Per chi abbia frequentato studi classici, il peccato di hybris figura nelle conoscenze della Grecia antica come un atto di insubordinazione che gli uomini compiono rispetto agli Dei, per dirla meglio, si tratta di una deificazione di sé stesso che l’essere umano compie perché animato dalla percezione muscolare della propria potenza, di ciò che sa e può fare, dunque si sopravvaluta e divinizza il proprio operato. In quella dimensione politeista la relazione tra l’uomo e la divinità era già concepita dunque secondo uno schema umanocentrico, che vedeva gli dei riuniti in una sorta di famiglia allargata i cui legami interni definivano gli eventi mondani; non muta, la concezione, con l’avvento del monoteismo, soltanto si raffina attraverso un’idea di Dio immanente, quindi forse si radicalizza la relazione uomo-Dio e più ancora quella hybris si manifesta come dissidio interiore, tradimento dell’atto di coscienza, identità stessa del peccato. E tuttavia, in una modernità che ha forse ridotto ai minimi storici la presenza di Dio nella vita dell’essere umano, chi è oggi Dio se non l’Io?

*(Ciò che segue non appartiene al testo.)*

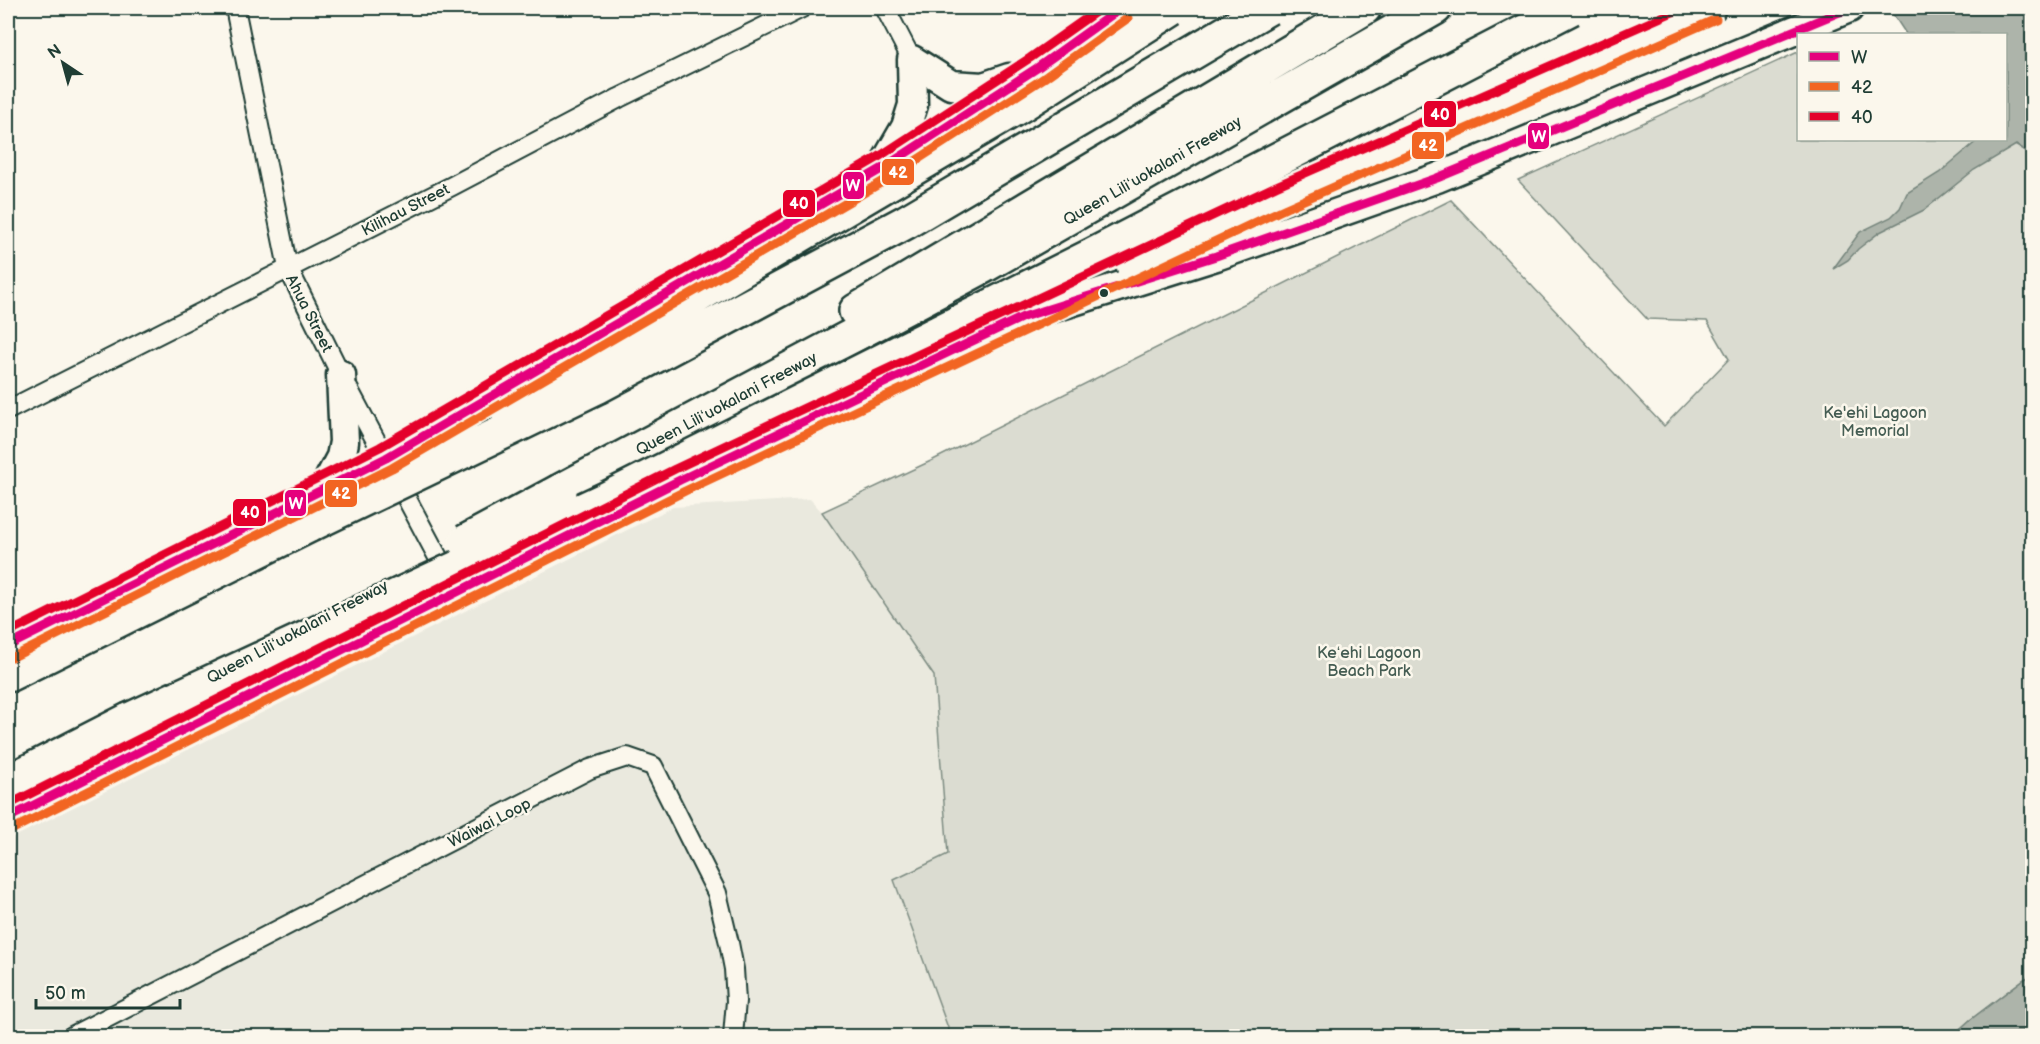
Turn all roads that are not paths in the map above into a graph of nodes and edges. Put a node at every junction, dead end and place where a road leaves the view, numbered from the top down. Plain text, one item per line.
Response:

Dall’umanizzazione del divino il passaggio finale è la definitiva divinizzazione dell’umano, quindi l’amplificazione del peccato di hybris al massimo livello, fino a raggiungere il paradosso in cui è proprio l’essere umano, nel rapporto con gli altri, a peccare di superbia verso sé stesso. Mormorando questi pensieri si esce dalla sala del Festival dei Due Mondi di Spoleto in cui Flavia Mastrella e Antonio Rezza hanno presentato, in prima assoluta, il nuovo lavoro dall’omonimo titolo: Hybris.
Come sempre, fin dagli inizi della compagnia premiata con il Leone d’Oro 2018 alla carriera dalla Biennale di Venezia, Antonio Rezza abita la scena che Flavia Mastrella concepisce, fatta un tempo di soli tessuti, poi pian piano arricchita dalla sperimentazione di altri materiali come spunto espressivo e habitat dell’attore (e, dunque, della sua parola “mai scritta”, come suggerisce ogni volta il credito dei loro lavori). Da qualche anno, tuttavia, la rifrazione monodirezionale tra attore-performer e ambiente si è fatta plurale, grazie alla “immissione” di altre figure sul palco, attori – o, forse, presenze, spesso mute: dalle più storiche come Ivan Bellavista o Manolo Muoio, fino a più recenti inserimenti come in questo caso Chiara Perrini, Enzo Di Norscia, Antonella Rizzo, Daniele Cavaioli e la partecipazione di Maria Grazia Sughi – ognuno dei quali è una ricorrenza di occasioni, da quella amicale a quella familiare, ossia un allargamento delle opportunità di relazione, una proliferazione non di punti di vista dello spettatore ma di bersagli che l’invettiva dell’attore può colpire. Dunque, se prima lo spettatore partecipava al “non” testo di Rezza affiancandolo, sentendosene coinvolto per comune intelligenza, ora lo spettatore è privato di qualunque illusoria consolazione e si vede rappresentato, colpito, rivelato nelle sue più inconfessate manie borghesi.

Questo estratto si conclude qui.